Now I understand that my father's heart only had room for love and gratitude that day. His daughter was safe, his daughter was unharmed. What more could one ask?


[INVITATION: All elders, 50 and older, are welcome to submit stories for this blog. They can be fiction, non-fiction, poetry, memoir, etc. Instructions for submitting are here.]

Posted by Ronni Bennett at 05:30 AM | Permalink | Email this post

Comments

Hi Rita,

I enjoyed your story and especially liked how the excitement grew as the Fire Engine approached.

I know exactly how your dad felt about you being safe and sound and the car a burning hulk.I know he breathed a sigh of relief and thanked God you were all right.

One Summer our whole family (except Jerry) was at the shore and the police came pounding on our door to tell us that there had been a fire at our house and all I could think of was "Where is Jerry?Is our son all right?"

Only much later when we knew he had escaped unharmed did we even give a thought to the damage in the house. That's just the way parents think.

I hope you have more stories to tell. I liked this one very much....

Corvair was the car that Ralph Nader used as an example of UNSAFE AT ANY SPEED which preceded laws to make all cars safer. You were lucky to escape unharmed, and your parents were wonderful in placing your welfare above the loss of material goods. Bravo.

You hit the nail on the head with this great story! How great that you remember this so well. Spoken from someone with two young drivers in the family, 25 and 19! One more to go!

Great scene, wonderful writing..nice to read "good" things about parenting..keep 'em coming..
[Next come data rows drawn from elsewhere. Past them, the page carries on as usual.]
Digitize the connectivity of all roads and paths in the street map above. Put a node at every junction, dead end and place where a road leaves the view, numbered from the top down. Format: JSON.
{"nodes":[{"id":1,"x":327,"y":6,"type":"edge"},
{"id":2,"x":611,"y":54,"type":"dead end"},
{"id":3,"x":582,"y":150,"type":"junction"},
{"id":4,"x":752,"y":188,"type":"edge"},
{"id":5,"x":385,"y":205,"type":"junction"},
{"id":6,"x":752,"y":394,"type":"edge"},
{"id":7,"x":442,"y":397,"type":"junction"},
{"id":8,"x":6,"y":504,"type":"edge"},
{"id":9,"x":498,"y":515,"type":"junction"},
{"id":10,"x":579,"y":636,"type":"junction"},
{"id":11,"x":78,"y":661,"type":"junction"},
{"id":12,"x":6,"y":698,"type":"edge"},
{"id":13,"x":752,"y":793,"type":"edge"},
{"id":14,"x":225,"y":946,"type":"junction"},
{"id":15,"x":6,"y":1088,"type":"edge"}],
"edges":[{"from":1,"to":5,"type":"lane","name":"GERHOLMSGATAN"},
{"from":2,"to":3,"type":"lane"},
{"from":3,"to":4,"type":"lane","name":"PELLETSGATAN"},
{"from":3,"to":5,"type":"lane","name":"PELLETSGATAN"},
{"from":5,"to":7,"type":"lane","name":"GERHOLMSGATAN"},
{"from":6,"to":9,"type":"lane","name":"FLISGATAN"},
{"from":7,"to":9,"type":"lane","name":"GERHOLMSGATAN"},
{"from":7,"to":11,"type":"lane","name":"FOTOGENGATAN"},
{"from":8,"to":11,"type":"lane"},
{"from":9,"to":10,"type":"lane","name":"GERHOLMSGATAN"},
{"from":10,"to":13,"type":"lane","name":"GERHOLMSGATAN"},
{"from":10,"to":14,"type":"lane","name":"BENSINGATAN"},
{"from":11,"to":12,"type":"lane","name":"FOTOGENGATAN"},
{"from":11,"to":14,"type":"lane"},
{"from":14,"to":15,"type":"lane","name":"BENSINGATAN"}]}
At the age of seventeen, I had a similar experience. And afterwards my father didn't even bring it up in spite of the fact that it was entirely my doing, losing control while I was trying to peel rubber around a wet corner.

And I would have rolled the car too, except for sideswiping a parked station wagon.

I was AMAZED at Dad's reaction -- and very thankful.

Did you live in Norristown, PA?
I visited a friend there a couple of times.
And I've killed a couple of cars. My husband was more concerned about clearing up details than about me.

Aren't parents wonderful? The unconditional love they give allows them to overlook the things children do wrong.